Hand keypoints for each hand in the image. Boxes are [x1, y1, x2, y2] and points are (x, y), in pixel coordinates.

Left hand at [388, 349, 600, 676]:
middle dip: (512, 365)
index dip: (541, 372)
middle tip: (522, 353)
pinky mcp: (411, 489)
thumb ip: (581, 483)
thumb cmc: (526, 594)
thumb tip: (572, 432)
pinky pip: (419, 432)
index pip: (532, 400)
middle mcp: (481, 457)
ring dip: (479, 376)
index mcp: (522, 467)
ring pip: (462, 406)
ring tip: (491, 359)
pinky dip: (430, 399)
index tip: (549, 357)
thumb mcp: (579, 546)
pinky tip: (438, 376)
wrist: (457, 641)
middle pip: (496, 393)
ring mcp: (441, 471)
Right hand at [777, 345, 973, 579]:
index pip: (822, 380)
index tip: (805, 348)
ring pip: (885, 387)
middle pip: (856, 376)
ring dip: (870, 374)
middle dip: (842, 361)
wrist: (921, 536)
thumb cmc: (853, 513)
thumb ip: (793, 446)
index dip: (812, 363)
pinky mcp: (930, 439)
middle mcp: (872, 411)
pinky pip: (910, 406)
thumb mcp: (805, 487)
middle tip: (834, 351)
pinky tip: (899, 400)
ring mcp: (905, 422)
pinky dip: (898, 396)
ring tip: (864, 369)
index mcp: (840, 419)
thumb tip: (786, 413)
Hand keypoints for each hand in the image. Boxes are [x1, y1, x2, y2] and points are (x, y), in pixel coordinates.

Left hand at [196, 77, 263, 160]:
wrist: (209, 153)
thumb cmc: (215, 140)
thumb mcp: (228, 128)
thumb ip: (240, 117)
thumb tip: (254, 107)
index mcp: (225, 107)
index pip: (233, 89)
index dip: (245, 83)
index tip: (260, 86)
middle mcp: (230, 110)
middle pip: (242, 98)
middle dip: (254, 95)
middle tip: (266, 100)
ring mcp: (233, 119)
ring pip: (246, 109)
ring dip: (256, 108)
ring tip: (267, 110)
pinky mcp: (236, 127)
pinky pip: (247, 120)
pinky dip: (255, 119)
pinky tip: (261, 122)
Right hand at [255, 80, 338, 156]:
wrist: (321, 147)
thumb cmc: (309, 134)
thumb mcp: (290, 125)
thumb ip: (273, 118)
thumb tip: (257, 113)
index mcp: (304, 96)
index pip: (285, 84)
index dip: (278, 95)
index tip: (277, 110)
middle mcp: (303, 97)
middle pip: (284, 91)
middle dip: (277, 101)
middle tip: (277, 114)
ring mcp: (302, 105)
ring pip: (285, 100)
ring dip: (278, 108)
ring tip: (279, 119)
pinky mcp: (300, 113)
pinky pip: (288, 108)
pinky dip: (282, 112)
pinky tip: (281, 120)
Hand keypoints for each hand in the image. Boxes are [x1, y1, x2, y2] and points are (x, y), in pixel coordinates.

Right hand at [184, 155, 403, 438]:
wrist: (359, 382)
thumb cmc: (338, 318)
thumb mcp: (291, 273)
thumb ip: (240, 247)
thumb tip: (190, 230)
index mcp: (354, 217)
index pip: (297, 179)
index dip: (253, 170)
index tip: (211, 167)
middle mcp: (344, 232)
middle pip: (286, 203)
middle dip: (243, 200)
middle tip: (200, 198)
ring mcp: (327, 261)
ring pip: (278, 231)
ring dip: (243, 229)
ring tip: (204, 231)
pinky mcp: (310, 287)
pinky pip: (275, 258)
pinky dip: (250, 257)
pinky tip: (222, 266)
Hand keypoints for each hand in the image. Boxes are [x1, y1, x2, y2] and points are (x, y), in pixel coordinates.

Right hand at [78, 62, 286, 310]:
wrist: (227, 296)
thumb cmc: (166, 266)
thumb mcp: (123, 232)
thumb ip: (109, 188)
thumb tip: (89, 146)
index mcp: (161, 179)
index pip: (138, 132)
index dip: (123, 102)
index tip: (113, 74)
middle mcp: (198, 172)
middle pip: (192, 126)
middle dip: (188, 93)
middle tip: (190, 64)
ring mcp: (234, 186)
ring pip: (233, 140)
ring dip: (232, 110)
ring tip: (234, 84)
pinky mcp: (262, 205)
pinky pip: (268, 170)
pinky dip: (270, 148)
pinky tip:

....

• _What this task involves_:
Beginning at the top of the data, please return every line until and including the line containing "thumb cmc: (526, 594)", copied exactly, and nothing past it.

• _Reply to the exercise_:
Hand keypoints for each hand in the image. Boxes are [x1, y1, x2, y2] and points are (x, y), in pixel coordinates.

Left hand at [388, 349, 600, 676]:
middle dip: (512, 365)
index dip: (541, 372)
middle tip: (522, 353)
pinky mcp: (411, 489)
thumb ip: (581, 483)
thumb cmc: (526, 594)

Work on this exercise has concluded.